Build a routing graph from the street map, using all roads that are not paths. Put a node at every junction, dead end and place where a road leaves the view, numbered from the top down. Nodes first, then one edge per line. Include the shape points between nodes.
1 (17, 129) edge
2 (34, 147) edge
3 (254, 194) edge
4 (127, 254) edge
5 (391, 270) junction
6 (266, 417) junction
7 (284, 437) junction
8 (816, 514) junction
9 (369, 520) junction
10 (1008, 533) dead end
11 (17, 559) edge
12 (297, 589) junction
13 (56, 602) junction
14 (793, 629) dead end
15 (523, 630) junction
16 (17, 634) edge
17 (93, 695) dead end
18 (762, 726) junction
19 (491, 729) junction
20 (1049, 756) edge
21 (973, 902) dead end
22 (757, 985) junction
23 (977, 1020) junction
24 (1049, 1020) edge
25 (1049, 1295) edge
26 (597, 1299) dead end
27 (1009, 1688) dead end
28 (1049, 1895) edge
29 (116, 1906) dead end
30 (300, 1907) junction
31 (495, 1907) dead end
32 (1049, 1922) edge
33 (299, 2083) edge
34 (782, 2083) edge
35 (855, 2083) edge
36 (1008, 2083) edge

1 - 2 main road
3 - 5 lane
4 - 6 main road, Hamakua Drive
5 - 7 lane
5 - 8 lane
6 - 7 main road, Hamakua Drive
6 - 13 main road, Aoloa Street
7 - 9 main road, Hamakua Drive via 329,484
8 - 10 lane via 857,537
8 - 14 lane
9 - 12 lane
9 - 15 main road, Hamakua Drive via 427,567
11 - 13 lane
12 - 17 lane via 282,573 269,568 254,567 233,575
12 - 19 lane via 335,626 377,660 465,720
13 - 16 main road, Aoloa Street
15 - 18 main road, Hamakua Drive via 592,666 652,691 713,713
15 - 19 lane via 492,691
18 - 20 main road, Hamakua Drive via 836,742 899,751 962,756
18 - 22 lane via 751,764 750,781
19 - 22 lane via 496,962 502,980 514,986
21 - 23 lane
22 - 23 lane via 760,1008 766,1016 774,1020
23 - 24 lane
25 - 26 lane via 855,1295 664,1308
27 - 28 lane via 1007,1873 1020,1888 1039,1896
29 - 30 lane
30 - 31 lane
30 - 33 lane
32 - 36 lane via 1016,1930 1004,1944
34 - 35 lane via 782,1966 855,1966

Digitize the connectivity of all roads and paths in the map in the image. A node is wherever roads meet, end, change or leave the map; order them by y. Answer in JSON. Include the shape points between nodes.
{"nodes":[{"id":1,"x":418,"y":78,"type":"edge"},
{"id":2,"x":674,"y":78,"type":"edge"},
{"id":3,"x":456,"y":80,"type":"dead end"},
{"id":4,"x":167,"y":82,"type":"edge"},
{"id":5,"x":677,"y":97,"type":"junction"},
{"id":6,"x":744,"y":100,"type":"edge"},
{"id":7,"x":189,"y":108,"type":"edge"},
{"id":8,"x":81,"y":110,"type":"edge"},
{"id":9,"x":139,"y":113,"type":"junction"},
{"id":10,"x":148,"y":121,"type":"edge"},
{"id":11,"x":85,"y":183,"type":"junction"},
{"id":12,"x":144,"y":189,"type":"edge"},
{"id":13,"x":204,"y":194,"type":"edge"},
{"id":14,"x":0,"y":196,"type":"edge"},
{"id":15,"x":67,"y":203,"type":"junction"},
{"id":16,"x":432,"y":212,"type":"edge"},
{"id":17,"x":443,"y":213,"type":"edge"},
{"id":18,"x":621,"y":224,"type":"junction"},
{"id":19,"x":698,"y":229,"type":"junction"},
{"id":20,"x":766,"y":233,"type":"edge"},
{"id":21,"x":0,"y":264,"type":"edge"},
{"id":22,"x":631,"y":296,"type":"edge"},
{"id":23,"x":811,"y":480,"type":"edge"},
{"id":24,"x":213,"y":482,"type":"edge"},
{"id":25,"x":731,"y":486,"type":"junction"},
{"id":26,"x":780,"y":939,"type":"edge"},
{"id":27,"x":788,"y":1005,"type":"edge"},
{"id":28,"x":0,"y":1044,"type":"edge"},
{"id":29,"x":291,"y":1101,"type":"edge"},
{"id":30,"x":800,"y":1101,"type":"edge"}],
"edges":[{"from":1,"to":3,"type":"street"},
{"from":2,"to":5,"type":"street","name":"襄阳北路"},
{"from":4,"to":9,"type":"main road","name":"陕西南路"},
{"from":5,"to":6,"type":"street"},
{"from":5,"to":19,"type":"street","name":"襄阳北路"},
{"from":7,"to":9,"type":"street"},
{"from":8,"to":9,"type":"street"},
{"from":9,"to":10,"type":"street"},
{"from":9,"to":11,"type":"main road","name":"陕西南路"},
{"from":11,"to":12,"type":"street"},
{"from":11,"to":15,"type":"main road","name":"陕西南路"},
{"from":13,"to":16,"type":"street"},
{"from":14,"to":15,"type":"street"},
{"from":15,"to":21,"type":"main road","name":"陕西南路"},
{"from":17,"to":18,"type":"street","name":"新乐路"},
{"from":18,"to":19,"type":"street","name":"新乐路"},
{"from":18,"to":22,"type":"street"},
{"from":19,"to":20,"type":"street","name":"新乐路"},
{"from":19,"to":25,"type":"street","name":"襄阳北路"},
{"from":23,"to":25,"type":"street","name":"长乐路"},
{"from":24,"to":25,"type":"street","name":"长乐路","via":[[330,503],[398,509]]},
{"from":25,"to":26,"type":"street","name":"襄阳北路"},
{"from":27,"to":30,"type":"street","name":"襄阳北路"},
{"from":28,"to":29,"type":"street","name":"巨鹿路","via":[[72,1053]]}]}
___
Instructions for the task:
Each line above should appear again, reproduced exactly.

Answer box:
Build a routing graph from the street map, using all roads that are not paths. Put a node at every junction, dead end and place where a road leaves the view, numbered from the top down. Nodes first, then one edge per line. Include the shape points between nodes.
1 (17, 129) edge
2 (34, 147) edge
3 (254, 194) edge
4 (127, 254) edge
5 (391, 270) junction
6 (266, 417) junction
7 (284, 437) junction
8 (816, 514) junction
9 (369, 520) junction
10 (1008, 533) dead end
11 (17, 559) edge
12 (297, 589) junction
13 (56, 602) junction
14 (793, 629) dead end
15 (523, 630) junction
16 (17, 634) edge
17 (93, 695) dead end
18 (762, 726) junction
19 (491, 729) junction
20 (1049, 756) edge
21 (973, 902) dead end
22 (757, 985) junction
23 (977, 1020) junction
24 (1049, 1020) edge
25 (1049, 1295) edge
26 (597, 1299) dead end
27 (1009, 1688) dead end
28 (1049, 1895) edge
29 (116, 1906) dead end
30 (300, 1907) junction
31 (495, 1907) dead end
32 (1049, 1922) edge
33 (299, 2083) edge
34 (782, 2083) edge
35 (855, 2083) edge
36 (1008, 2083) edge

1 - 2 main road
3 - 5 lane
4 - 6 main road, Hamakua Drive
5 - 7 lane
5 - 8 lane
6 - 7 main road, Hamakua Drive
6 - 13 main road, Aoloa Street
7 - 9 main road, Hamakua Drive via 329,484
8 - 10 lane via 857,537
8 - 14 lane
9 - 12 lane
9 - 15 main road, Hamakua Drive via 427,567
11 - 13 lane
12 - 17 lane via 282,573 269,568 254,567 233,575
12 - 19 lane via 335,626 377,660 465,720
13 - 16 main road, Aoloa Street
15 - 18 main road, Hamakua Drive via 592,666 652,691 713,713
15 - 19 lane via 492,691
18 - 20 main road, Hamakua Drive via 836,742 899,751 962,756
18 - 22 lane via 751,764 750,781
19 - 22 lane via 496,962 502,980 514,986
21 - 23 lane
22 - 23 lane via 760,1008 766,1016 774,1020
23 - 24 lane
25 - 26 lane via 855,1295 664,1308
27 - 28 lane via 1007,1873 1020,1888 1039,1896
29 - 30 lane
30 - 31 lane
30 - 33 lane
32 - 36 lane via 1016,1930 1004,1944
34 - 35 lane via 782,1966 855,1966

Digitize the connectivity of all roads and paths in the map in the image. A node is wherever roads meet, end, change or leave the map; order them by y. Answer in JSON. Include the shape points between nodes.
{"nodes":[{"id":1,"x":418,"y":78,"type":"edge"},
{"id":2,"x":674,"y":78,"type":"edge"},
{"id":3,"x":456,"y":80,"type":"dead end"},
{"id":4,"x":167,"y":82,"type":"edge"},
{"id":5,"x":677,"y":97,"type":"junction"},
{"id":6,"x":744,"y":100,"type":"edge"},
{"id":7,"x":189,"y":108,"type":"edge"},
{"id":8,"x":81,"y":110,"type":"edge"},
{"id":9,"x":139,"y":113,"type":"junction"},
{"id":10,"x":148,"y":121,"type":"edge"},
{"id":11,"x":85,"y":183,"type":"junction"},
{"id":12,"x":144,"y":189,"type":"edge"},
{"id":13,"x":204,"y":194,"type":"edge"},
{"id":14,"x":0,"y":196,"type":"edge"},
{"id":15,"x":67,"y":203,"type":"junction"},
{"id":16,"x":432,"y":212,"type":"edge"},
{"id":17,"x":443,"y":213,"type":"edge"},
{"id":18,"x":621,"y":224,"type":"junction"},
{"id":19,"x":698,"y":229,"type":"junction"},
{"id":20,"x":766,"y":233,"type":"edge"},
{"id":21,"x":0,"y":264,"type":"edge"},
{"id":22,"x":631,"y":296,"type":"edge"},
{"id":23,"x":811,"y":480,"type":"edge"},
{"id":24,"x":213,"y":482,"type":"edge"},
{"id":25,"x":731,"y":486,"type":"junction"},
{"id":26,"x":780,"y":939,"type":"edge"},
{"id":27,"x":788,"y":1005,"type":"edge"},
{"id":28,"x":0,"y":1044,"type":"edge"},
{"id":29,"x":291,"y":1101,"type":"edge"},
{"id":30,"x":800,"y":1101,"type":"edge"}],
"edges":[{"from":1,"to":3,"type":"street"},
{"from":2,"to":5,"type":"street","name":"襄阳北路"},
{"from":4,"to":9,"type":"main road","name":"陕西南路"},
{"from":5,"to":6,"type":"street"},
{"from":5,"to":19,"type":"street","name":"襄阳北路"},
{"from":7,"to":9,"type":"street"},
{"from":8,"to":9,"type":"street"},
{"from":9,"to":10,"type":"street"},
{"from":9,"to":11,"type":"main road","name":"陕西南路"},
{"from":11,"to":12,"type":"street"},
{"from":11,"to":15,"type":"main road","name":"陕西南路"},
{"from":13,"to":16,"type":"street"},
{"from":14,"to":15,"type":"street"},
{"from":15,"to":21,"type":"main road","name":"陕西南路"},
{"from":17,"to":18,"type":"street","name":"新乐路"},
{"from":18,"to":19,"type":"street","name":"新乐路"},
{"from":18,"to":22,"type":"street"},
{"from":19,"to":20,"type":"street","name":"新乐路"},
{"from":19,"to":25,"type":"street","name":"襄阳北路"},
{"from":23,"to":25,"type":"street","name":"长乐路"},
{"from":24,"to":25,"type":"street","name":"长乐路","via":[[330,503],[398,509]]},
{"from":25,"to":26,"type":"street","name":"襄阳北路"},
{"from":27,"to":30,"type":"street","name":"襄阳北路"},
{"from":28,"to":29,"type":"street","name":"巨鹿路","via":[[72,1053]]}]}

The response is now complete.